Except for the covenants contained in the immediately preceding paragraph, this letter of intent, even if accepted by Drysdale, shall not constitute a binding obligation on the part of either Drysdale or Jethro and no such obligation shall arise until the execution of the Definitive Agreement.
Shucks, no need for claims, Granny has her broom & Jed has his shotgun. LOL
I especially enjoyed this tidbit.
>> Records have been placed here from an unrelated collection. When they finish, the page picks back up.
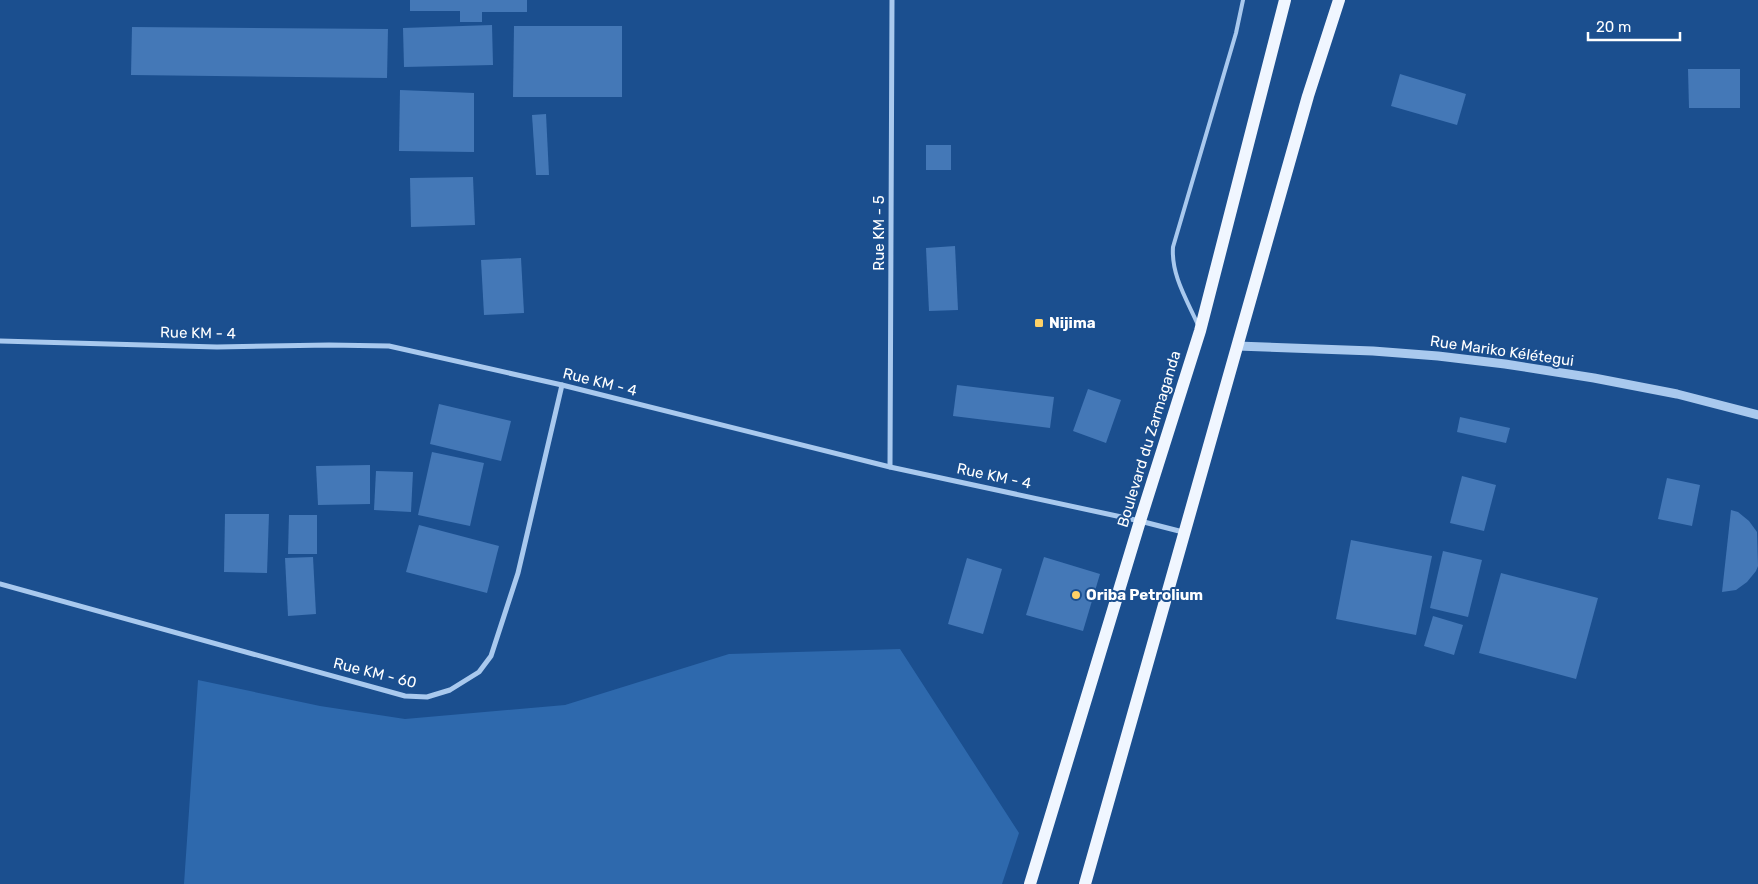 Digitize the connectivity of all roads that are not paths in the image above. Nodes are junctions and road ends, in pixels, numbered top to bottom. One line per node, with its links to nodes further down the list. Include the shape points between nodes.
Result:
1 (892, 0): 10 (street, Rue KM - 5)
2 (1243, 0): 5 (lane, via 1236,34 1173,247 1172,261 1177,278)
3 (1285, 0): 5 (main road, Boulevard du Zarmaganda)
4 (1339, 0): 7 (main road, via 1308,96)
5 (1200, 331): 11 (main road, Boulevard du Zarmaganda)
6 (0, 341): 8 (street, Rue KM - 4, via 217,347 389,346)
7 (1237, 346): 9 (street, Rue Mariko Kélétegui, via 1382,352 1505,364 1677,394); 12 (main road)
8 (562, 385): 10 (street, Rue KM - 4); 13 (street, Rue KM - 60, via 518,573 491,656 478,672 450,690 428,698 405,696)
9 (1758, 415)
10 (890, 466): 11 (street, Rue KM - 4)
11 (1140, 521): 12 (street, Rue KM - 4); 15 (main road, Boulevard du Zarmaganda)
12 (1184, 532): 14 (main road)
13 (0, 584)
14 (1086, 883)
15 (1030, 884)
Think it applies to some sections HBP here?

(d) A party’s election to participate in a Well Proposal down to a specified depth (the “Depth Limit”) usually results in such party (the “Shallow Participant”) relinquishing and assigning all of its rights in the Prospect Area below the Depth Limit.
To their credit, the American Assoc. of Professional landmen is advocating, on a state-by-state basis, the passing of legislation for the certification of landmen.

http://www.landman.org/content/file/2008%20Licensing%20Task%20Force...
"AAPL landmen and field landmen do not get along"

Correction: There are many, many field landmen who are proud AAPL members and fully support certification. Most of the best field professionals do not see it as a regulation, but instead see it as the job evolving in to what it should be.